Ступени закончились. Ветер развевал подол ее платья, лодыжки покрылись гусиной кожей. Плечи болели. Сорняки, проросшие среди камней, клонились под порывами ветра. Мох, мелкие травы и цветы пережили морозы.
Столетиями сюда не ступала ничья нога – кроме избранных. Таких, как она.
Она постаралась не думать о цветах. Они не пахли. Она видела их множество раз. Она вдоволь насмотрелась на цветы. Вдоволь наелась супа из капусты. Вдоволь наслушалась, как мертвецы скребут стены. Время пришло. Если она не решится сейчас, она не решится никогда.
Ксорве перевела взгляд на проем, зияющий в скале, – неотесанный, ничем не прикрытый, неосвещенный. Здесь не росли ни мох, ни трава. Живым сюда путь был закрыт – всем, кроме нее, Избранной. Ксорве направилась ко входу и шагнула внутрь.
Она оказалась в круглой пещере – стены были усеяны проемами, за которыми начинались проходы, ведущие вглубь горы. В центре пещеры располагалось углубление, его границы очерчивал слабый свет, дотягивающийся сюда от входа.
На краю ямы находилась выемка из гладкого камня, достаточно широкая, чтобы она могла опуститься на колени. То ли камень специально отесали, то ли он просто сгладился за столетия использования.
Ксорве подумала о своих предшественницах, что приносили с собой кровавое подношение Неназываемому. Они были избраны, им была оказана такая честь, и, возможно, здесь, в тишине сводов под горой, они тоже испытывали сомнения. Возможно, они вот так и проводили последние минуты своей жизни, настороженно вглядываясь в темноту. А может быть, для них это было просто. Может быть, они делали, что должно, и просто шли дальше навстречу своей участи.

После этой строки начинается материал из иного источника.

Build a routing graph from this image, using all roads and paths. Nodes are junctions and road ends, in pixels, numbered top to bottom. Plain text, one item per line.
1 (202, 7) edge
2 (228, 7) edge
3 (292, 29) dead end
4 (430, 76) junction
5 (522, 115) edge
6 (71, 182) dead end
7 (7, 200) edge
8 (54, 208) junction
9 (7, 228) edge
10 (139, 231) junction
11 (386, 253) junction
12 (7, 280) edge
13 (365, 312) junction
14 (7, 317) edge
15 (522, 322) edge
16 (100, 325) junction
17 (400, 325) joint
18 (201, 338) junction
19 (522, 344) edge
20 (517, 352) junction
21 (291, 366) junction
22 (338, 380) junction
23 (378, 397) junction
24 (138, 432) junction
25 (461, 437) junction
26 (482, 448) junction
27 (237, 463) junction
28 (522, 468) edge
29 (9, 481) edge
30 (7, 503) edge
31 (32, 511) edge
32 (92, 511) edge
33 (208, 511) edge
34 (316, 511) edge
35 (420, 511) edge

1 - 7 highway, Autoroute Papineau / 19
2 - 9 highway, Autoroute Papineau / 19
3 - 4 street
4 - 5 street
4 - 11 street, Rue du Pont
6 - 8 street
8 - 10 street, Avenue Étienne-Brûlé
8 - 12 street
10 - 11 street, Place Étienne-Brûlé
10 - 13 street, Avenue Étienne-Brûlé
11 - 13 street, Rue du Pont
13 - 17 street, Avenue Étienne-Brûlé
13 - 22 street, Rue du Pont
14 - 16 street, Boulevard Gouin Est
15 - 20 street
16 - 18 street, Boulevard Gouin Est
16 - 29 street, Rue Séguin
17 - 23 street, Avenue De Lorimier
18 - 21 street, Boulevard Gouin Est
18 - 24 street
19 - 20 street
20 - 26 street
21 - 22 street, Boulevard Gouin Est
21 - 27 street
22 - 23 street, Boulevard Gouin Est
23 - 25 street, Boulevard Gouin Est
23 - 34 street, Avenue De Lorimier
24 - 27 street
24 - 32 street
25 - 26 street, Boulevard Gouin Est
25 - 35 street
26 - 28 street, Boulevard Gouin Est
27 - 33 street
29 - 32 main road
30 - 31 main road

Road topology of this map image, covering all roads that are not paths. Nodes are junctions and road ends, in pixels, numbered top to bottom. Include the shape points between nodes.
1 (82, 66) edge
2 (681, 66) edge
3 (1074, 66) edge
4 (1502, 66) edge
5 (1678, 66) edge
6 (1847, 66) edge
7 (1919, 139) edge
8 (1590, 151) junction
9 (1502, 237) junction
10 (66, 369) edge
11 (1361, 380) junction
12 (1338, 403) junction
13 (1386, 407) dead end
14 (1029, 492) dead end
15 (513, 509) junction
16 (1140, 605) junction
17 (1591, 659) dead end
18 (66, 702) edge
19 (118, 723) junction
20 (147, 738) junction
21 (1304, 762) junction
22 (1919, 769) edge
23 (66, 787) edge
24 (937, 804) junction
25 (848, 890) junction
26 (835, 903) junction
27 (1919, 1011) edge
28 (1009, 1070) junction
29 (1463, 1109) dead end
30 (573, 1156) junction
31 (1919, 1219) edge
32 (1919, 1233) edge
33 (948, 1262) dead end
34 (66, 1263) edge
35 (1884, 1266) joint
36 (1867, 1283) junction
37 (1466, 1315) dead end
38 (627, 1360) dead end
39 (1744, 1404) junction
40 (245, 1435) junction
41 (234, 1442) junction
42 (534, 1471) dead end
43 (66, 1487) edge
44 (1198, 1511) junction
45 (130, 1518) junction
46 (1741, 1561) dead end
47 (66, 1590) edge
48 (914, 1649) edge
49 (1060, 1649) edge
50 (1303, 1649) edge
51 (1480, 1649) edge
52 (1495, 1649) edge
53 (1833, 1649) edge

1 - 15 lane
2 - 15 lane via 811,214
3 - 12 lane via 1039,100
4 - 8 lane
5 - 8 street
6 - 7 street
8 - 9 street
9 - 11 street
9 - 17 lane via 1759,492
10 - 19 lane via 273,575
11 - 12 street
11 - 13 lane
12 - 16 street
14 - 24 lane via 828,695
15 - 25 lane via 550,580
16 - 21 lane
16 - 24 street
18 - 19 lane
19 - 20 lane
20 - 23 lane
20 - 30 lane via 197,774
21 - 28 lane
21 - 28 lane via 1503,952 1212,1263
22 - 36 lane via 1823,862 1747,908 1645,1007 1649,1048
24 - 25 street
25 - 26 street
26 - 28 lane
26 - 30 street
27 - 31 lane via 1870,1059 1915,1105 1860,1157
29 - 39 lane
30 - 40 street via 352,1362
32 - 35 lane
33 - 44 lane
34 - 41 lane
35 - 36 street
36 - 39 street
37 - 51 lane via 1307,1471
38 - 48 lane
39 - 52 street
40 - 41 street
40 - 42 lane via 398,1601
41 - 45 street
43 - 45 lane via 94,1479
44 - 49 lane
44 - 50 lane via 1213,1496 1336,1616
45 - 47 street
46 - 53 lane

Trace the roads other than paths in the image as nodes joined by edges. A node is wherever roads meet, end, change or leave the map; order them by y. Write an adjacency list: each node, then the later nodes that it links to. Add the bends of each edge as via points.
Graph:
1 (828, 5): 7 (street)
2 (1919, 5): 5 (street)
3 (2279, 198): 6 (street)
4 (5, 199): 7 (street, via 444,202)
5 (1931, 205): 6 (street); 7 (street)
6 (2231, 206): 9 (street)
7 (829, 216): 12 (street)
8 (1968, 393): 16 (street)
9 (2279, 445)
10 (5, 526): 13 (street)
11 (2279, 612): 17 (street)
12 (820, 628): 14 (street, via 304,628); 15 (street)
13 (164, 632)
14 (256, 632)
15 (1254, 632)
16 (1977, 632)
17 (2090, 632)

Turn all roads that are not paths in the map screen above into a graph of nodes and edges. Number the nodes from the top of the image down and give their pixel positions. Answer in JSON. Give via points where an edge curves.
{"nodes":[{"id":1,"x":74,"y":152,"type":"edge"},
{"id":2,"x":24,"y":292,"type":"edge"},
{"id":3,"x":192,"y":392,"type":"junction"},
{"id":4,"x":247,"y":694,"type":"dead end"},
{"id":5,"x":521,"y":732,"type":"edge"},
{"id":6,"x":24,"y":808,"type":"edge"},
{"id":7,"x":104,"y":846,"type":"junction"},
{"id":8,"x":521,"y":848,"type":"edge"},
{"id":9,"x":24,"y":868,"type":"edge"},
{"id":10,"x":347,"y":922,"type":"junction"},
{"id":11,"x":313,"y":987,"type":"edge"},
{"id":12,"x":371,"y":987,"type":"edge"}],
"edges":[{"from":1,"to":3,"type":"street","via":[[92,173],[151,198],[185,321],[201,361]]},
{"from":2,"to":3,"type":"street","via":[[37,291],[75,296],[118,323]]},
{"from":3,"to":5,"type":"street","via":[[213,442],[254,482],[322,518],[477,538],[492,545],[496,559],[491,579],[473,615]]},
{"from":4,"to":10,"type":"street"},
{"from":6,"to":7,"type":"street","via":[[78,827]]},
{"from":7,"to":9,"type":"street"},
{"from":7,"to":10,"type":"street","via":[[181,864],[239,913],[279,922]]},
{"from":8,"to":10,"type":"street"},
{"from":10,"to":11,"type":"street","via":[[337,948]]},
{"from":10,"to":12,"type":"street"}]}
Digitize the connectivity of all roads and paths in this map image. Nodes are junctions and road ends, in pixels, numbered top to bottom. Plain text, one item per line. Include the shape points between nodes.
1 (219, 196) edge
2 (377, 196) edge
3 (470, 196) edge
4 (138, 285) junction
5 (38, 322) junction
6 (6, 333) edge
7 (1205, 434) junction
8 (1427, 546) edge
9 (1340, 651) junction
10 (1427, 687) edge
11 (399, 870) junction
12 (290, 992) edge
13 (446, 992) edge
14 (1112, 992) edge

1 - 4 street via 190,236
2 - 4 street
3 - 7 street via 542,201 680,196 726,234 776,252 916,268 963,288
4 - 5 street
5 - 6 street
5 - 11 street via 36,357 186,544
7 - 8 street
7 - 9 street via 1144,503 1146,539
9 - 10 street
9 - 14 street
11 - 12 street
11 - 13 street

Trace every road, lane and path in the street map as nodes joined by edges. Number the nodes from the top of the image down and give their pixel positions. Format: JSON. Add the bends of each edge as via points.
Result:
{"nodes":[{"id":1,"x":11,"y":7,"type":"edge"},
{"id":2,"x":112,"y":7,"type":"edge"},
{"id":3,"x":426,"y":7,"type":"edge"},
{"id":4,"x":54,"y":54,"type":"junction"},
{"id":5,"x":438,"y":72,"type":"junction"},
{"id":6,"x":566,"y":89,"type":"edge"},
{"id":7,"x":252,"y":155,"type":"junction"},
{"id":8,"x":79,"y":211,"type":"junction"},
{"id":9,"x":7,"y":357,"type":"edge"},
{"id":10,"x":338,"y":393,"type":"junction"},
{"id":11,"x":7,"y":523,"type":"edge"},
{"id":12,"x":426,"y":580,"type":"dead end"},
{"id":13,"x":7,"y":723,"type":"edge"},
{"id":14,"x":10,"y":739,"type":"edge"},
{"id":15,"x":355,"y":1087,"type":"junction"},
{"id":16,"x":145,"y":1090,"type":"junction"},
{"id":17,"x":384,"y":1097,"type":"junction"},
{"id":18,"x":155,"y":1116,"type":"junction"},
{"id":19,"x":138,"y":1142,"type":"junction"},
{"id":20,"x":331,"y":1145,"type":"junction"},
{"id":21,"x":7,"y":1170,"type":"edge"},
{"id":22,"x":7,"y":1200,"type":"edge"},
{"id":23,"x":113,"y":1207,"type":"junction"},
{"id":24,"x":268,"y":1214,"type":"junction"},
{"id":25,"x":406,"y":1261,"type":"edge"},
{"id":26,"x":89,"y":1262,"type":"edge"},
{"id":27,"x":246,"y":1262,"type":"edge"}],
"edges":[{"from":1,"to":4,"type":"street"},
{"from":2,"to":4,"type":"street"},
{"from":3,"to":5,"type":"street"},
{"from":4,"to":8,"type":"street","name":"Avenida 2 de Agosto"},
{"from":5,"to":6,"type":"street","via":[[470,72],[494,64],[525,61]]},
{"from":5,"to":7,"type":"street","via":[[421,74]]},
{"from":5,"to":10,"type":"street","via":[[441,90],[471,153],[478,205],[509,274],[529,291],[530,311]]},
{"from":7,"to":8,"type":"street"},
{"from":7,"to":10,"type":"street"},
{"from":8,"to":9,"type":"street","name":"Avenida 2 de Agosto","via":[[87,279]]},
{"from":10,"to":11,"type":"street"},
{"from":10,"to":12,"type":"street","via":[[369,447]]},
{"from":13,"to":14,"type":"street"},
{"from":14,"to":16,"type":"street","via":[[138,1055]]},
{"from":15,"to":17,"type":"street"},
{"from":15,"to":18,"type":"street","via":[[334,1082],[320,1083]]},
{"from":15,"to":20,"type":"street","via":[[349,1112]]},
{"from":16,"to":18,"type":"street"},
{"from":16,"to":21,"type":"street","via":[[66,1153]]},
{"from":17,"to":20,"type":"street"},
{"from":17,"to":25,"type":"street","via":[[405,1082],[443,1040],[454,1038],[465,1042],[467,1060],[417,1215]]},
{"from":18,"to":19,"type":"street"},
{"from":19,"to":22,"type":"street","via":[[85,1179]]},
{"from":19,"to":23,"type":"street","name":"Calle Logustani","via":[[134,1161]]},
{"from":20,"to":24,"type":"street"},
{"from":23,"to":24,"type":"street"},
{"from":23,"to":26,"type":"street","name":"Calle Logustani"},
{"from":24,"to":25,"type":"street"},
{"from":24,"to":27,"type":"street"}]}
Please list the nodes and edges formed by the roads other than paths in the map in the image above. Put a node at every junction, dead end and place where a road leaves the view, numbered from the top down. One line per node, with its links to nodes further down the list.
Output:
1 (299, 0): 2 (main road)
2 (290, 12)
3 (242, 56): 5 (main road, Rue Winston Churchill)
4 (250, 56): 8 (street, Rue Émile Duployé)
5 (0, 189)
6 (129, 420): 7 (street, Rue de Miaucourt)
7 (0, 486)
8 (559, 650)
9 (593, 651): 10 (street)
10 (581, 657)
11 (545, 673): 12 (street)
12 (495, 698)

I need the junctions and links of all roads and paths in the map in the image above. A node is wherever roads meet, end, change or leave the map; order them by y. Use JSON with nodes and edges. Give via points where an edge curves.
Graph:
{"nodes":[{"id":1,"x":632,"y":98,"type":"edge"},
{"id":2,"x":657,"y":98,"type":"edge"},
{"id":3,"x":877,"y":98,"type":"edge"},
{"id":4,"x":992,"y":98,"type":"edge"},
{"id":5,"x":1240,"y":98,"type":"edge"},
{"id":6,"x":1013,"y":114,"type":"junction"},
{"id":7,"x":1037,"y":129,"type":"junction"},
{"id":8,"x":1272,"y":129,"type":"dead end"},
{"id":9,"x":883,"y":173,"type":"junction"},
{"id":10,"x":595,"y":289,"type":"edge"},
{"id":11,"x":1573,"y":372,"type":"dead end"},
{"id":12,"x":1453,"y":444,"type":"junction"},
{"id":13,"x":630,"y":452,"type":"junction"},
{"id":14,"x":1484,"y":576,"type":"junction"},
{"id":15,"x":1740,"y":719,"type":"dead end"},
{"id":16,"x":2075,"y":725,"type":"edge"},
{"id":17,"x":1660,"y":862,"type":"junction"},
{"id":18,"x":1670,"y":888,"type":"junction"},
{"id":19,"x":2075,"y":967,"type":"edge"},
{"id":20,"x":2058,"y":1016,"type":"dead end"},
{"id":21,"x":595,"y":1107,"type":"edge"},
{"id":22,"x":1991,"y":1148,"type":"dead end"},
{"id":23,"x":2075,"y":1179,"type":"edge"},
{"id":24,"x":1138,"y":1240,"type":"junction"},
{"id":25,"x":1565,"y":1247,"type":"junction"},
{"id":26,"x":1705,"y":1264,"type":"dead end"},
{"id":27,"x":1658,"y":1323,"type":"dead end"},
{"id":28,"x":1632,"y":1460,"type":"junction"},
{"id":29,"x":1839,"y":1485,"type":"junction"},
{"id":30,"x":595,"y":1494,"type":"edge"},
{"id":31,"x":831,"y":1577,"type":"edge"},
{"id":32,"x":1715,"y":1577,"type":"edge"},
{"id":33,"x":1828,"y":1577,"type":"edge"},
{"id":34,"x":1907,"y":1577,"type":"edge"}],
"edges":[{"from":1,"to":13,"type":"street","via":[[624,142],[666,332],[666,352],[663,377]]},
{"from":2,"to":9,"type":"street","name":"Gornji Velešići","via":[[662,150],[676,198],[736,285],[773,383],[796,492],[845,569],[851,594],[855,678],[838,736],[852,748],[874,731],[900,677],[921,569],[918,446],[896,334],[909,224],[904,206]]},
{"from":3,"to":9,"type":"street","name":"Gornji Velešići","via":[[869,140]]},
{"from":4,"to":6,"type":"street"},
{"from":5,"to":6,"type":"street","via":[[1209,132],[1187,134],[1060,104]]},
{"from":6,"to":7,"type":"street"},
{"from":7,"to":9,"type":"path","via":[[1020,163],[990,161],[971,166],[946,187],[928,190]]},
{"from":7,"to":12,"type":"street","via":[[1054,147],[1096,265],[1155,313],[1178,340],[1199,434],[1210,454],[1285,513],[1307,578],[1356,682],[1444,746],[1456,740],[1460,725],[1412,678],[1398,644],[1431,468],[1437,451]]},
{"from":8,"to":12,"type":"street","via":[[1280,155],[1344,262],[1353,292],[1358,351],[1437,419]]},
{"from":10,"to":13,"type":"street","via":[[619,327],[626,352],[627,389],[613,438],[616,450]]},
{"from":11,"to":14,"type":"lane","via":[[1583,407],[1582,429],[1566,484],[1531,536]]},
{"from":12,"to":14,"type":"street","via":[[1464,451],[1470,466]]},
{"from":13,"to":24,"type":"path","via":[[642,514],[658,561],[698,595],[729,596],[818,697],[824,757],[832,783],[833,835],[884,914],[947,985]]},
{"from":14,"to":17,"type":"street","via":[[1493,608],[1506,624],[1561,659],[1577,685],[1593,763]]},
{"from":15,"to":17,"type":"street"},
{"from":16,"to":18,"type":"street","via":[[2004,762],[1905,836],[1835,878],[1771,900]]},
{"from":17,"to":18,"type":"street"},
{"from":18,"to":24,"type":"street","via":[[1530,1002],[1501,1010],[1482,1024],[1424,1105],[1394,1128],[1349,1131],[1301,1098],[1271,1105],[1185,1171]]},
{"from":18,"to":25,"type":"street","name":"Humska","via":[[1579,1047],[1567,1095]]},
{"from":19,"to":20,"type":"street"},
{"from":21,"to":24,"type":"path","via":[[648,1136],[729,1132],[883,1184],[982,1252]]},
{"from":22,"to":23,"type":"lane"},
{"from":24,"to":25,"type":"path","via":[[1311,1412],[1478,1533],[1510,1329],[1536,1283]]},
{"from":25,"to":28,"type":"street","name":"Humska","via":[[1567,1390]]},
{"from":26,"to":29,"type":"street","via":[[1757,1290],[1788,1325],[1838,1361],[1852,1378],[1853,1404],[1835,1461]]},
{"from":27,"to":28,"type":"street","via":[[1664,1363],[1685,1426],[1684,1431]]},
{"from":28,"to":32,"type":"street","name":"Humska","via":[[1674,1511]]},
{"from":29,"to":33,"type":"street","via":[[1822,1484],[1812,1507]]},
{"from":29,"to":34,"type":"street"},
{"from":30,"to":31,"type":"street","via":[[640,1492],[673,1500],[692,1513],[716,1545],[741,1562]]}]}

Ксорве опустилась на край углубления и склонила чашу. Кровь стекала в яму, сияя в темноте. Это привлекло внимание Неназываемого, и она снова почувствовала всю мощь его взгляда на себе. Он знал ее. Узнал ее. В пещере никого не было, Ксорве слышала лишь свое дыхание. Неназываемый ждал ее в глубине горы.
Вскоре она почувствовала себя неуютно. Колени и плечи затекли от долгого сидения в одной позе. Яма впитала в себя всю кровь. Неназываемый был здесь, но не давал никаких подсказок. Здесь было все так же сумрачно, а в проходах клубилась тьма.
– Так не должно быть, – громко сказала она. – Что мне делать?
– Прекрасный вопрос.
В одном из проходов показался мужчина. Она вскочила на ноги, и пустая чаша ударилась о камень с кощунственным грохотом.
– Как по-твоему, что ты должна делать? – спросил непрошеный гость. Это был голос человека могущественного и уверенного в себе, – но не бога. Страх Ксорве сменился гневом.
– Вы… я знаю, кто вы, – сказала она, уперев руки в бедра. – Вам сюда нельзя. Уходите, иначе умрете.
Белтандрос Сетенай шагнул в комнату, мягко улыбаясь. В руке он держал лампу и смотрел на Ксорве почти так же внимательно, как Неназываемый.
– Ты все-таки можешь говорить, – заметил он. – А то я сомневался.
– Если вы не уйдете, он убьет вас, – сказала Ксорве. Неназываемый был в этой самой пещере, в самом воздухе. – Это кощунство. Вам нельзя здесь находиться. Никто не может покинуть это место живым.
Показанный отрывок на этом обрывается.